What to work on: Say, as a bare number, how many lines of the listing contain "Graphviz".

*-*-*

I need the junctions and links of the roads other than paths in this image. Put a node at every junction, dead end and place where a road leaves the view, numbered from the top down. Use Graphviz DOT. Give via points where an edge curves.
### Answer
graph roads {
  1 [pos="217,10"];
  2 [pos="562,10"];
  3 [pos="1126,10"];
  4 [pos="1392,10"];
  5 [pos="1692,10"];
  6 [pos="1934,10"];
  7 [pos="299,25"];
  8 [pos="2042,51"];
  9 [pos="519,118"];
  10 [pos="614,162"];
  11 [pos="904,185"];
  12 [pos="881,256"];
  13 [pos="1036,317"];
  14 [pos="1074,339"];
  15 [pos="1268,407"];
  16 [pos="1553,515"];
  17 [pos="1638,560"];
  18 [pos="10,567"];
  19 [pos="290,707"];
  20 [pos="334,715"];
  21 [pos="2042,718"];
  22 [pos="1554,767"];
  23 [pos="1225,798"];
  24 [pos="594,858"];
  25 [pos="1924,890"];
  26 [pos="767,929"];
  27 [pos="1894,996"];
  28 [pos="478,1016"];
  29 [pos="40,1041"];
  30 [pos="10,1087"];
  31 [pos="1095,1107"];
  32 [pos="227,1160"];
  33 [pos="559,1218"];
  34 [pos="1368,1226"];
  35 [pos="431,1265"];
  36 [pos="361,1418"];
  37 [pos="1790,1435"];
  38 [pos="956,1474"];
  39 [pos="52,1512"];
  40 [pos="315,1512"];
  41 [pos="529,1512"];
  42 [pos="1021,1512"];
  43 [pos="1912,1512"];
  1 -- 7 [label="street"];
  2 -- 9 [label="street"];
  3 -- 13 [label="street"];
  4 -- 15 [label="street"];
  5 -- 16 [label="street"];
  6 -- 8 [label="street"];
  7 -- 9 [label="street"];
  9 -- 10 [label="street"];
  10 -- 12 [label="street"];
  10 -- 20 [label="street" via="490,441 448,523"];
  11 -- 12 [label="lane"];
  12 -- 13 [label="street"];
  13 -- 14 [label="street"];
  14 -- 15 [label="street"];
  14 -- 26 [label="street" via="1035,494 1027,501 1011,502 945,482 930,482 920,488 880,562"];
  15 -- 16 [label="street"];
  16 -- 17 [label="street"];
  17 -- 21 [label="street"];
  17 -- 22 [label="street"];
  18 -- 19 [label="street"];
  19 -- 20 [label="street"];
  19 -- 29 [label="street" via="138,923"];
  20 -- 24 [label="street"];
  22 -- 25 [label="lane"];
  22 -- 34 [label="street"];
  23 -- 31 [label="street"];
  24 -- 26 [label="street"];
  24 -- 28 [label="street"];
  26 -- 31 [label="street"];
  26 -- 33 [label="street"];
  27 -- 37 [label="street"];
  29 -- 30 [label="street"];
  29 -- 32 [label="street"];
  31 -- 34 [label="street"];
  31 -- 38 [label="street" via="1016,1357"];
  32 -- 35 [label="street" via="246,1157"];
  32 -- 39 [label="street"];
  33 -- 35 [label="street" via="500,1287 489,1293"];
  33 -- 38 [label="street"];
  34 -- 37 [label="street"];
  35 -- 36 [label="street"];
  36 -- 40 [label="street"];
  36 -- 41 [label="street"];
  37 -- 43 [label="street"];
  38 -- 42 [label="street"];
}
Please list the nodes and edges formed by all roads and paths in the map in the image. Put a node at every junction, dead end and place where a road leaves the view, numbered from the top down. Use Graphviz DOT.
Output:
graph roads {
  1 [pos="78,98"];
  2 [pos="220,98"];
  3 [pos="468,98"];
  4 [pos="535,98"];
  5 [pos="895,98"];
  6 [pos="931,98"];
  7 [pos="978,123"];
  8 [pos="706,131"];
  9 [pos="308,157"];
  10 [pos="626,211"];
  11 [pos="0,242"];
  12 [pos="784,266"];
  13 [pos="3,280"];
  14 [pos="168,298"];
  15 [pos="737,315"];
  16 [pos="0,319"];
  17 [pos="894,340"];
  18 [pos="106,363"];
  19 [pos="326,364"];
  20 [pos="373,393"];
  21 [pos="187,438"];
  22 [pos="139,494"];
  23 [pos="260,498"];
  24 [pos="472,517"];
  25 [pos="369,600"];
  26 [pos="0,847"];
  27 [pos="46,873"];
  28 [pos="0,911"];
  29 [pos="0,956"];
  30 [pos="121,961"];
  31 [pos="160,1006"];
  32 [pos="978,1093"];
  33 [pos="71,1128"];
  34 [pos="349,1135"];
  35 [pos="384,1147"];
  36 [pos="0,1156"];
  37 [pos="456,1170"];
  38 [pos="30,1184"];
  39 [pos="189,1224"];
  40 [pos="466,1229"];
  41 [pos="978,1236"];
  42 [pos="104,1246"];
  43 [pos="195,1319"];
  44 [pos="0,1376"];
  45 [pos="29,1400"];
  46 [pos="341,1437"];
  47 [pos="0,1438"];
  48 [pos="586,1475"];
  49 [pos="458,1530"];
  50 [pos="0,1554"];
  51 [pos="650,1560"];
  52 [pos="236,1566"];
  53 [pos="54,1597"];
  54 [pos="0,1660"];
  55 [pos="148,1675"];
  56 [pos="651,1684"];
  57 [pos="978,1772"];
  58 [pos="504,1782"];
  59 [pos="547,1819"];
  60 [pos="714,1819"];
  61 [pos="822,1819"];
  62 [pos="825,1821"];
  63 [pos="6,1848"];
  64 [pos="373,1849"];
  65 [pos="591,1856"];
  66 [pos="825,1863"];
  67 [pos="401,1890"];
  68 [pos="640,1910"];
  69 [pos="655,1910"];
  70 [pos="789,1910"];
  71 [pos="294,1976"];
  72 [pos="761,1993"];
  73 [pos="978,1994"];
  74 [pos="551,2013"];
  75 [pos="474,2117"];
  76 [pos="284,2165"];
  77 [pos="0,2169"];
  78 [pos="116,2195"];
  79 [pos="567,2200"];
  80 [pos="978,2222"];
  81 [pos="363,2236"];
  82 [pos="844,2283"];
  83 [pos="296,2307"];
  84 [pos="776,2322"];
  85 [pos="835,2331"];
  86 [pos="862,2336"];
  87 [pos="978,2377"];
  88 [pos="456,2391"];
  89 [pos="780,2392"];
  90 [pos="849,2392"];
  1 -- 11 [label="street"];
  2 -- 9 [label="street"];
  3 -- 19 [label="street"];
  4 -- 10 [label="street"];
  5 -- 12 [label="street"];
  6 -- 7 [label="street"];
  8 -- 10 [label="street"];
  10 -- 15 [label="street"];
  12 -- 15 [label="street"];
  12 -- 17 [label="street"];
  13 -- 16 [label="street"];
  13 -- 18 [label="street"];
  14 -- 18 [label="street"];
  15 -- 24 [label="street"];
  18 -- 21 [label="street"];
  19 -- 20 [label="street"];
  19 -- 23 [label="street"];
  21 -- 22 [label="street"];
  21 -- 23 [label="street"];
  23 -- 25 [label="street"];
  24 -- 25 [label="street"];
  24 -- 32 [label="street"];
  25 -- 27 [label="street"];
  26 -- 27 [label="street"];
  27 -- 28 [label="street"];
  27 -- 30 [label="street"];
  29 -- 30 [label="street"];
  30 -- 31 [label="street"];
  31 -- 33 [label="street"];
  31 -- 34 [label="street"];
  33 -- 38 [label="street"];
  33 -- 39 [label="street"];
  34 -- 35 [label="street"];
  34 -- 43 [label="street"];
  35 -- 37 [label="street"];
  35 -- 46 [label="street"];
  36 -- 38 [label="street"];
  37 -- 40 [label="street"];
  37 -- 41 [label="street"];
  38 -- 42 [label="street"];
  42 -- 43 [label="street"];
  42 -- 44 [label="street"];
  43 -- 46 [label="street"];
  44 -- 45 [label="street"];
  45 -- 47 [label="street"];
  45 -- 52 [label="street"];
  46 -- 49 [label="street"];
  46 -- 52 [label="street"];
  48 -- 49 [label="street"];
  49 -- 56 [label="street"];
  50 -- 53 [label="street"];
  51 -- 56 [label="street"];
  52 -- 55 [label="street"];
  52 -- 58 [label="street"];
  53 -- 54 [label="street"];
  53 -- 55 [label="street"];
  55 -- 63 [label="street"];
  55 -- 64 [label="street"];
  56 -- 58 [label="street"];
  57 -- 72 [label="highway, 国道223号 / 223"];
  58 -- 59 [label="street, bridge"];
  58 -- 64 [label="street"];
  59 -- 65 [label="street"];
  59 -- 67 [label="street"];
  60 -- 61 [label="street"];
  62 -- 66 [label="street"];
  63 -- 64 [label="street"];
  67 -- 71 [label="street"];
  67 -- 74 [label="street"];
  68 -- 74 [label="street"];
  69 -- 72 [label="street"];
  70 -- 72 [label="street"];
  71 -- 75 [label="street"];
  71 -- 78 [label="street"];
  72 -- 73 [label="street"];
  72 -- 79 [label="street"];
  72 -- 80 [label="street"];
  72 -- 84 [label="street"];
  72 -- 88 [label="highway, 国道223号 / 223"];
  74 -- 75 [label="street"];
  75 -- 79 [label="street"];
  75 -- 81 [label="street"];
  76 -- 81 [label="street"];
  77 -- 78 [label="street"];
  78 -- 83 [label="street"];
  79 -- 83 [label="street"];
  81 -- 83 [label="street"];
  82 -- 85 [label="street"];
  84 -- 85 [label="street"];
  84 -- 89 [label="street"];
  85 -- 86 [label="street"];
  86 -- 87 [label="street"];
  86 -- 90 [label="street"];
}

*-*-*

Answer to this exercise: 2